PROBLEM
In the data that follows, count the lines where "Lynnwood" appears, and write only the number.

SUPPLIED DATA
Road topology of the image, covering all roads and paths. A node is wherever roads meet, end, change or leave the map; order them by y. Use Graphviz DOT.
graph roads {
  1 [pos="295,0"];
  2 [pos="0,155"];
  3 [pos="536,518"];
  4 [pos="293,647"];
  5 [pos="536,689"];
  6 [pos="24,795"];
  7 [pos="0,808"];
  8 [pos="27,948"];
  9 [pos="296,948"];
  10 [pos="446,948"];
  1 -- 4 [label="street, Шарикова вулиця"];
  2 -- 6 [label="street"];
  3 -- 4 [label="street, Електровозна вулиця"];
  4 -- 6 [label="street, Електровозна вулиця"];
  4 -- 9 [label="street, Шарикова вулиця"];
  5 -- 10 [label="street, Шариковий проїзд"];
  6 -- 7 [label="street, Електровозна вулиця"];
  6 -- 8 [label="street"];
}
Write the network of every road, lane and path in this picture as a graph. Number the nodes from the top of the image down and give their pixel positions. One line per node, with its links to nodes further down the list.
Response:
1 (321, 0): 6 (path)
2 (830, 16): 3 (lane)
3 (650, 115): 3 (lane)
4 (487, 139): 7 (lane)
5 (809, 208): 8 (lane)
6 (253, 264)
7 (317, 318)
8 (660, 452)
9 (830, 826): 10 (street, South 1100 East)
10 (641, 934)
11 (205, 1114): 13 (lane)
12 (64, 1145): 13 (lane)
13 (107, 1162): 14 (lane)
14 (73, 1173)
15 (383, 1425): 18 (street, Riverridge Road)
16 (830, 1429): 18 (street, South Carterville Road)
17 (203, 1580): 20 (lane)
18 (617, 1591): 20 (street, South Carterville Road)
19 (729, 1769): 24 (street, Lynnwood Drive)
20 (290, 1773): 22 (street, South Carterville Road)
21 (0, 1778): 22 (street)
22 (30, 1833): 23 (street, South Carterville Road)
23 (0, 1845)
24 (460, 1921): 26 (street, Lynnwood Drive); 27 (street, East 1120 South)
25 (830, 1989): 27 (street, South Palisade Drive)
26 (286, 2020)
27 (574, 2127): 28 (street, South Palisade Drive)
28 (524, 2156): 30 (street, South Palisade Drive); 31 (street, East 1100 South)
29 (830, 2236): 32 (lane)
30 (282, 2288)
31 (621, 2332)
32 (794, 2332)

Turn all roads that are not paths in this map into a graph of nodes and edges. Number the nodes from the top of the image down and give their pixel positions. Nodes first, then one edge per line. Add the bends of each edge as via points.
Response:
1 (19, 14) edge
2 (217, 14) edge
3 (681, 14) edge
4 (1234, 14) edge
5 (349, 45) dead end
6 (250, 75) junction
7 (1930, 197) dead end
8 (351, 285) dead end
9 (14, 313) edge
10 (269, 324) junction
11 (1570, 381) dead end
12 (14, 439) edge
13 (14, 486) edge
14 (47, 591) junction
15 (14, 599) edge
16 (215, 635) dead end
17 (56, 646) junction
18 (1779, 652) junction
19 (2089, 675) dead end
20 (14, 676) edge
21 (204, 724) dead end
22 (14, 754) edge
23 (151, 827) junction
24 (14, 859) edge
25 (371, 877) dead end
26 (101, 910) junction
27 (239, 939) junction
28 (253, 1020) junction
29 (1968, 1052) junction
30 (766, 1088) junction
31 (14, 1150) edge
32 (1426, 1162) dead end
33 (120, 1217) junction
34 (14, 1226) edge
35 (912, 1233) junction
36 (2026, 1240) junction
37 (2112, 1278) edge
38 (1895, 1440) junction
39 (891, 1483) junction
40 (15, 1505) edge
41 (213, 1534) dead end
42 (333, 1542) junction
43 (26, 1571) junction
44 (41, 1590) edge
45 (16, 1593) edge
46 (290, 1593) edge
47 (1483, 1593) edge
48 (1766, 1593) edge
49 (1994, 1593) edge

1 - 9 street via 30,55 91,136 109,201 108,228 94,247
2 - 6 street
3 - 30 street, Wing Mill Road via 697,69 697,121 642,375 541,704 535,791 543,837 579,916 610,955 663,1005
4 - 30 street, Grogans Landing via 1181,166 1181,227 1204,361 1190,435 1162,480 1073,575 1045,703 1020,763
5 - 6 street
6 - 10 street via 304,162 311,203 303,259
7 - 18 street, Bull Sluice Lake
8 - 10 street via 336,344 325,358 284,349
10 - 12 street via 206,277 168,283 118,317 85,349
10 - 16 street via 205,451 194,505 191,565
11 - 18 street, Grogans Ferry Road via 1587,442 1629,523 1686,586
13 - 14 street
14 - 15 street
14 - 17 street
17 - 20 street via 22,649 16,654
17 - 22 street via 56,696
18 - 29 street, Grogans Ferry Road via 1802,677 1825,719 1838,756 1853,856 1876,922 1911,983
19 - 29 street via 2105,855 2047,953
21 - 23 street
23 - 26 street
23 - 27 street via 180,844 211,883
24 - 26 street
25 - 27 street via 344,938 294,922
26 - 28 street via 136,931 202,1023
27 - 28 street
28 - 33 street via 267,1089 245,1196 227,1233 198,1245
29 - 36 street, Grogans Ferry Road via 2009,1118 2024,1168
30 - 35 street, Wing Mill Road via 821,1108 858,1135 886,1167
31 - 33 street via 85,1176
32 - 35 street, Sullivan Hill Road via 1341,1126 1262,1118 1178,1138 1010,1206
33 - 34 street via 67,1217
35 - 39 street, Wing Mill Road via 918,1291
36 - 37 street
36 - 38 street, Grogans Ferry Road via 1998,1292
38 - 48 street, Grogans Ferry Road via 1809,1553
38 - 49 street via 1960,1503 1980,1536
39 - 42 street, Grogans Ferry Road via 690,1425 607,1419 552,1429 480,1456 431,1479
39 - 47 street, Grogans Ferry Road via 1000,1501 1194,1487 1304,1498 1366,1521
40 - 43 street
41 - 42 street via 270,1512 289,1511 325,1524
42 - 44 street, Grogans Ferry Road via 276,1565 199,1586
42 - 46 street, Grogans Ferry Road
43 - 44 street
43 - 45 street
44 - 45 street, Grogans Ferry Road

WRITTEN SOLUTION
2